Posts Tagged ‘Review’

My review of The Walking Dead Season 7, Episode 10 “New Best Friends” is now live at Latin for Cat – please find it here:

http://wp.me/p8nAO4-4C

Before talking about the review, I have a bit of an explanation for my lack of reviews on the last seven episodes for any regular readers of my Walking Dead reviews. If you’ve been wondering why I didn’t write past the first episode this season, the reason is simple: my father, who introduced me to the show (after telling me for the better part of three seasons that I was missing something special), and with whom I would have lengthy conversations about plot points and events every single week, passed away four days after the season premiere.
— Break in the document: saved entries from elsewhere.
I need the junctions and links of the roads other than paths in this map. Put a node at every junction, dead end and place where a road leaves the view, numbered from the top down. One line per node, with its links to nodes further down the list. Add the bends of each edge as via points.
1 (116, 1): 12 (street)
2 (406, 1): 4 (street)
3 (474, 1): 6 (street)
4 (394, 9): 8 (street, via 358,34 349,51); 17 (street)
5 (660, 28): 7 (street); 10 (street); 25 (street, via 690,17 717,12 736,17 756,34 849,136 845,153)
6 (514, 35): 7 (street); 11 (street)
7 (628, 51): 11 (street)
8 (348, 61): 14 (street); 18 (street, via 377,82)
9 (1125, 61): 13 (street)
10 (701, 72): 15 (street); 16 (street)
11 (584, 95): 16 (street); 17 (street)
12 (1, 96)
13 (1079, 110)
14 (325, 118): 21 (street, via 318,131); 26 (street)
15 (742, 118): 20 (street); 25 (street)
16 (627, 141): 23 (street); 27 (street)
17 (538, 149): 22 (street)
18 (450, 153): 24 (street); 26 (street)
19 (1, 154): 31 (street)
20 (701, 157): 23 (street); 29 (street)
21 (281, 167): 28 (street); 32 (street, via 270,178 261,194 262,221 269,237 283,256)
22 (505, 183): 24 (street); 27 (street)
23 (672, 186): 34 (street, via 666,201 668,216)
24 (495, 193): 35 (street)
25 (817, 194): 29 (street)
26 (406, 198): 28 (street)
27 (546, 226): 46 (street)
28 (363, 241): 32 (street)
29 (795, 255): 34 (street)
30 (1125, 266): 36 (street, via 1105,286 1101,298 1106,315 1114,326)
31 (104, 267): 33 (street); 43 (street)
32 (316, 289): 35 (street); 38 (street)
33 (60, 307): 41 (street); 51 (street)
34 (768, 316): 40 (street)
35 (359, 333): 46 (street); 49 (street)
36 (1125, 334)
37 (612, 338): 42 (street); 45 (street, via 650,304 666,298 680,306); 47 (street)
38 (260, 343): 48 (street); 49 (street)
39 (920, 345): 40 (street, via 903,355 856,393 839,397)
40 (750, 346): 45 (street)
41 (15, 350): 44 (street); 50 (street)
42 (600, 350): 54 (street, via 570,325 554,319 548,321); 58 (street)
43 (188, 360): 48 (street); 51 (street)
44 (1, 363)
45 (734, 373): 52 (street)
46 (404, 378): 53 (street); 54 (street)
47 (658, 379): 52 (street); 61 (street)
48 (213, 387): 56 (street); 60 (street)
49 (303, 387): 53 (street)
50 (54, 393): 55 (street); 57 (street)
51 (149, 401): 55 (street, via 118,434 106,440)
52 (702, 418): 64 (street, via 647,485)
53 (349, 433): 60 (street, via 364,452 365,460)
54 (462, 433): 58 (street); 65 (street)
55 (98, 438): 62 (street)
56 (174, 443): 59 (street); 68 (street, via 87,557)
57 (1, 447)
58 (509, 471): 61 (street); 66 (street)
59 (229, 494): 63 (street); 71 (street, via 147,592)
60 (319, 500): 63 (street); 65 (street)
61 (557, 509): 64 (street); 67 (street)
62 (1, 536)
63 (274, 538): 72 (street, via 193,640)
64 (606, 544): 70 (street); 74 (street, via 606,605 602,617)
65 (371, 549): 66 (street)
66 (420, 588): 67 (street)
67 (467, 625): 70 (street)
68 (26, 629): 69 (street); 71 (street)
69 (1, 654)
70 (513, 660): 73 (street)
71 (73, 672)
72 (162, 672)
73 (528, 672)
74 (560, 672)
I’m pretty sure he did watch the premiere – he was doing well that Sunday – but by the time Monday rolled around, he’d gone into crisis, so I never got to talk to him about the episode. I’ve watched the show right through until the mid-season finale, but couldn’t bring myself to review the shows; my emotions were still pretty raw.
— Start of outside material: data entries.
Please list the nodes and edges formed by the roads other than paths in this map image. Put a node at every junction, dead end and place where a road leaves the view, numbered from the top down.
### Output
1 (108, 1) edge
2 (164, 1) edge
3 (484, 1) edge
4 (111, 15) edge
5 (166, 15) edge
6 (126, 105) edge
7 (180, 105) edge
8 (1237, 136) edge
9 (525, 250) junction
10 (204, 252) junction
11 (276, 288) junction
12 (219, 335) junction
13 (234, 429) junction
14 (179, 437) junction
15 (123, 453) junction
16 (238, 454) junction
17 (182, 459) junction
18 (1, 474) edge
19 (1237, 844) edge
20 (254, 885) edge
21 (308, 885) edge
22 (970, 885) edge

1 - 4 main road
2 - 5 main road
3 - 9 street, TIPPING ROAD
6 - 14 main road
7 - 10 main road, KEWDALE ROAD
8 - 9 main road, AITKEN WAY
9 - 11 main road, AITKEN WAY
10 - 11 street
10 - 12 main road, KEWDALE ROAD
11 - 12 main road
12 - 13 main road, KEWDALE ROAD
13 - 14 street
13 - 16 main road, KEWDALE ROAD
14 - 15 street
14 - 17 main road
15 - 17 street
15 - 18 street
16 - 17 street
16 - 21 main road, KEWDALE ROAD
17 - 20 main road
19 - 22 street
However, it’s a new year, it’s been a few months’ space, and my dad wouldn’t want me to quit with the reviews. I’m happy to announce that I’m moving my blogging to a new website, Latin for Cat, and I shall be endeavoring to bring you fresh reviews in a timely manner for the remainder of the season. So, if you’re interested in continuing to read my reviews, please click through on the link above – I look forward to your comments and feedback, should you want to chat about the episode. And thanks for being a reader of my blog!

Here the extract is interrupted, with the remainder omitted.